* WHAT TO PRODUCE *
Retype each entry exactly as written, and keep the pictures out of the copy.

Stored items
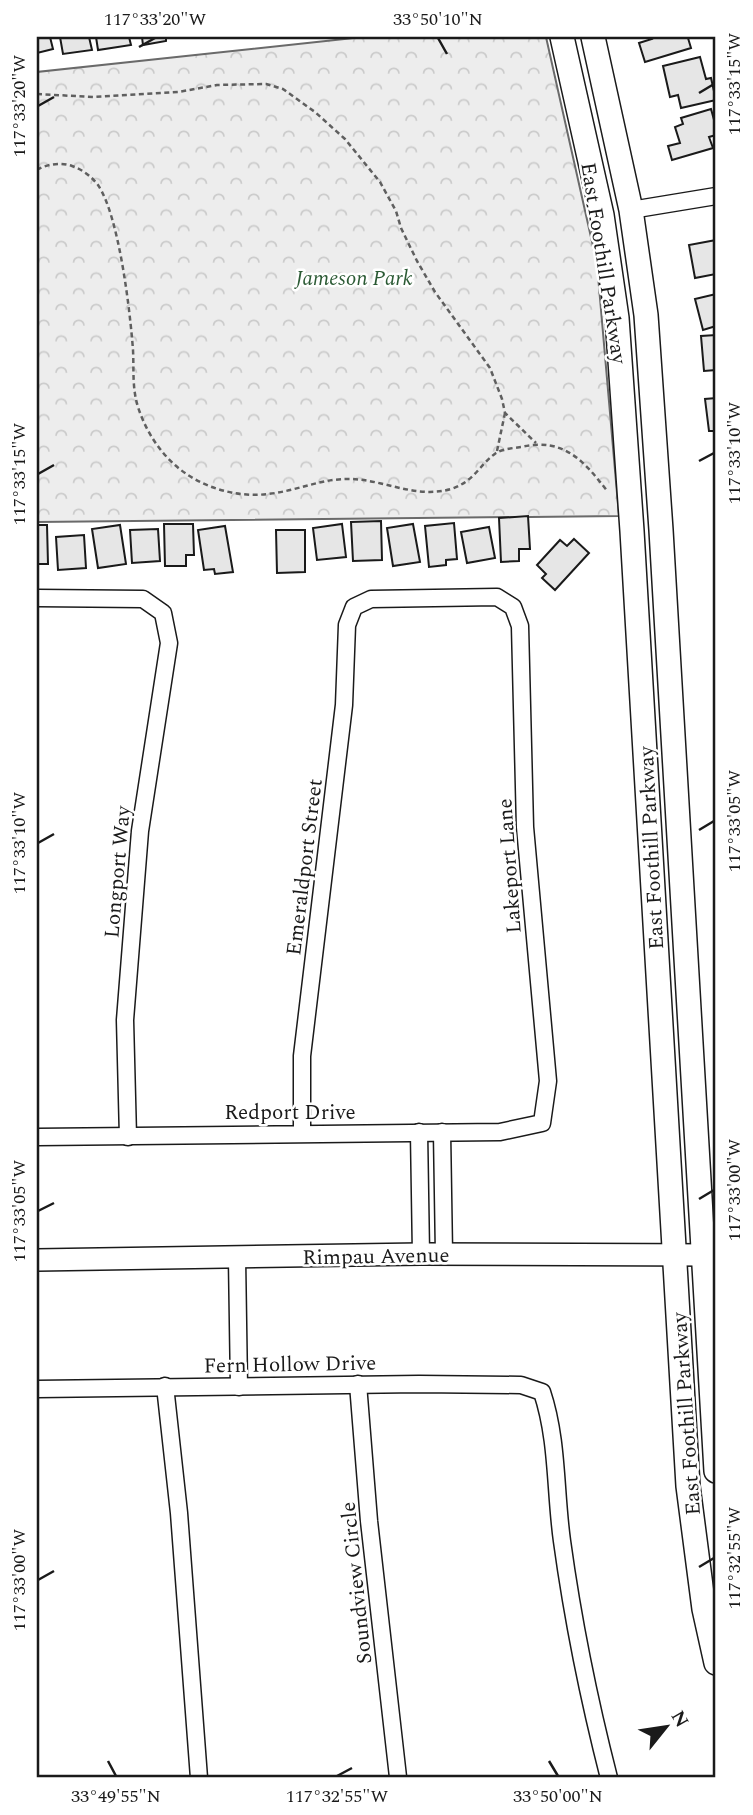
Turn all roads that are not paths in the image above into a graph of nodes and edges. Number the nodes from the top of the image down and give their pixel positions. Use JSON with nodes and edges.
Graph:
{"nodes":[{"id":1,"x":562,"y":37,"type":"edge"},
{"id":2,"x":593,"y":37,"type":"edge"},
{"id":3,"x":716,"y":196,"type":"edge"},
{"id":4,"x":631,"y":210,"type":"junction"},
{"id":5,"x":37,"y":598,"type":"edge"},
{"id":6,"x":354,"y":607,"type":"joint"},
{"id":7,"x":542,"y":1123,"type":"joint"},
{"id":8,"x":419,"y":1132,"type":"junction"},
{"id":9,"x":442,"y":1132,"type":"junction"},
{"id":10,"x":302,"y":1134,"type":"junction"},
{"id":11,"x":37,"y":1137,"type":"edge"},
{"id":12,"x":128,"y":1137,"type":"junction"},
{"id":13,"x":421,"y":1254,"type":"junction"},
{"id":14,"x":444,"y":1254,"type":"junction"},
{"id":15,"x":676,"y":1255,"type":"junction"},
{"id":16,"x":710,"y":1255,"type":"edge"},
{"id":17,"x":237,"y":1258,"type":"junction"},
{"id":18,"x":37,"y":1260,"type":"edge"},
{"id":19,"x":358,"y":1384,"type":"junction"},
{"id":20,"x":165,"y":1386,"type":"junction"},
{"id":21,"x":239,"y":1387,"type":"junction"},
{"id":22,"x":37,"y":1389,"type":"edge"},
{"id":23,"x":716,"y":1471,"type":"edge"},
{"id":24,"x":716,"y":1663,"type":"edge"},
{"id":25,"x":398,"y":1777,"type":"edge"},
{"id":26,"x":199,"y":1778,"type":"edge"},
{"id":27,"x":609,"y":1778,"type":"edge"}],
"edges":[{"from":1,"to":15,"type":"main road","name":"East Foothill Parkway"},
{"from":2,"to":4,"type":"main road","name":"East Foothill Parkway"},
{"from":3,"to":4,"type":"street"},
{"from":4,"to":16,"type":"main road","name":"East Foothill Parkway"},
{"from":5,"to":12,"type":"street","name":"Longport Way"},
{"from":6,"to":7,"type":"street","name":"Lakeport Lane"},
{"from":6,"to":10,"type":"street","name":"Emeraldport Street"},
{"from":7,"to":9,"type":"street","name":"Redport Drive"},
{"from":8,"to":9,"type":"street","name":"Redport Drive"},
{"from":8,"to":10,"type":"street","name":"Redport Drive"},
{"from":8,"to":13,"type":"street"},
{"from":9,"to":14,"type":"street"},
{"from":10,"to":12,"type":"street","name":"Redport Drive"},
{"from":11,"to":12,"type":"street","name":"Redport Drive"},
{"from":13,"to":14,"type":"main road","name":"Rimpau Avenue"},
{"from":13,"to":17,"type":"main road","name":"Rimpau Avenue"},
{"from":14,"to":15,"type":"main road","name":"Rimpau Avenue"},
{"from":15,"to":16,"type":"main road","name":"Rimpau Avenue"},
{"from":15,"to":24,"type":"main road","name":"East Foothill Parkway"},
{"from":16,"to":23,"type":"main road","name":"East Foothill Parkway"},
{"from":17,"to":18,"type":"main road","name":"Rimpau Avenue"},
{"from":17,"to":21,"type":"street"},
{"from":19,"to":21,"type":"street","name":"Fern Hollow Drive"},
{"from":19,"to":25,"type":"street","name":"Soundview Circle"},
{"from":19,"to":27,"type":"street","name":"Fern Hollow Drive"},
{"from":20,"to":21,"type":"street","name":"Fern Hollow Drive"},
{"from":20,"to":22,"type":"street","name":"Fern Hollow Drive"},
{"from":20,"to":26,"type":"street"}]}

* ANSWER SPACE *
Turn all roads that are not paths in the image above into a graph of nodes and edges. Number the nodes from the top of the image down and give their pixel positions. Use JSON with nodes and edges.
Graph:
{"nodes":[{"id":1,"x":562,"y":37,"type":"edge"},
{"id":2,"x":593,"y":37,"type":"edge"},
{"id":3,"x":716,"y":196,"type":"edge"},
{"id":4,"x":631,"y":210,"type":"junction"},
{"id":5,"x":37,"y":598,"type":"edge"},
{"id":6,"x":354,"y":607,"type":"joint"},
{"id":7,"x":542,"y":1123,"type":"joint"},
{"id":8,"x":419,"y":1132,"type":"junction"},
{"id":9,"x":442,"y":1132,"type":"junction"},
{"id":10,"x":302,"y":1134,"type":"junction"},
{"id":11,"x":37,"y":1137,"type":"edge"},
{"id":12,"x":128,"y":1137,"type":"junction"},
{"id":13,"x":421,"y":1254,"type":"junction"},
{"id":14,"x":444,"y":1254,"type":"junction"},
{"id":15,"x":676,"y":1255,"type":"junction"},
{"id":16,"x":710,"y":1255,"type":"edge"},
{"id":17,"x":237,"y":1258,"type":"junction"},
{"id":18,"x":37,"y":1260,"type":"edge"},
{"id":19,"x":358,"y":1384,"type":"junction"},
{"id":20,"x":165,"y":1386,"type":"junction"},
{"id":21,"x":239,"y":1387,"type":"junction"},
{"id":22,"x":37,"y":1389,"type":"edge"},
{"id":23,"x":716,"y":1471,"type":"edge"},
{"id":24,"x":716,"y":1663,"type":"edge"},
{"id":25,"x":398,"y":1777,"type":"edge"},
{"id":26,"x":199,"y":1778,"type":"edge"},
{"id":27,"x":609,"y":1778,"type":"edge"}],
"edges":[{"from":1,"to":15,"type":"main road","name":"East Foothill Parkway"},
{"from":2,"to":4,"type":"main road","name":"East Foothill Parkway"},
{"from":3,"to":4,"type":"street"},
{"from":4,"to":16,"type":"main road","name":"East Foothill Parkway"},
{"from":5,"to":12,"type":"street","name":"Longport Way"},
{"from":6,"to":7,"type":"street","name":"Lakeport Lane"},
{"from":6,"to":10,"type":"street","name":"Emeraldport Street"},
{"from":7,"to":9,"type":"street","name":"Redport Drive"},
{"from":8,"to":9,"type":"street","name":"Redport Drive"},
{"from":8,"to":10,"type":"street","name":"Redport Drive"},
{"from":8,"to":13,"type":"street"},
{"from":9,"to":14,"type":"street"},
{"from":10,"to":12,"type":"street","name":"Redport Drive"},
{"from":11,"to":12,"type":"street","name":"Redport Drive"},
{"from":13,"to":14,"type":"main road","name":"Rimpau Avenue"},
{"from":13,"to":17,"type":"main road","name":"Rimpau Avenue"},
{"from":14,"to":15,"type":"main road","name":"Rimpau Avenue"},
{"from":15,"to":16,"type":"main road","name":"Rimpau Avenue"},
{"from":15,"to":24,"type":"main road","name":"East Foothill Parkway"},
{"from":16,"to":23,"type":"main road","name":"East Foothill Parkway"},
{"from":17,"to":18,"type":"main road","name":"Rimpau Avenue"},
{"from":17,"to":21,"type":"street"},
{"from":19,"to":21,"type":"street","name":"Fern Hollow Drive"},
{"from":19,"to":25,"type":"street","name":"Soundview Circle"},
{"from":19,"to":27,"type":"street","name":"Fern Hollow Drive"},
{"from":20,"to":21,"type":"street","name":"Fern Hollow Drive"},
{"from":20,"to":22,"type":"street","name":"Fern Hollow Drive"},
{"from":20,"to":26,"type":"street"}]}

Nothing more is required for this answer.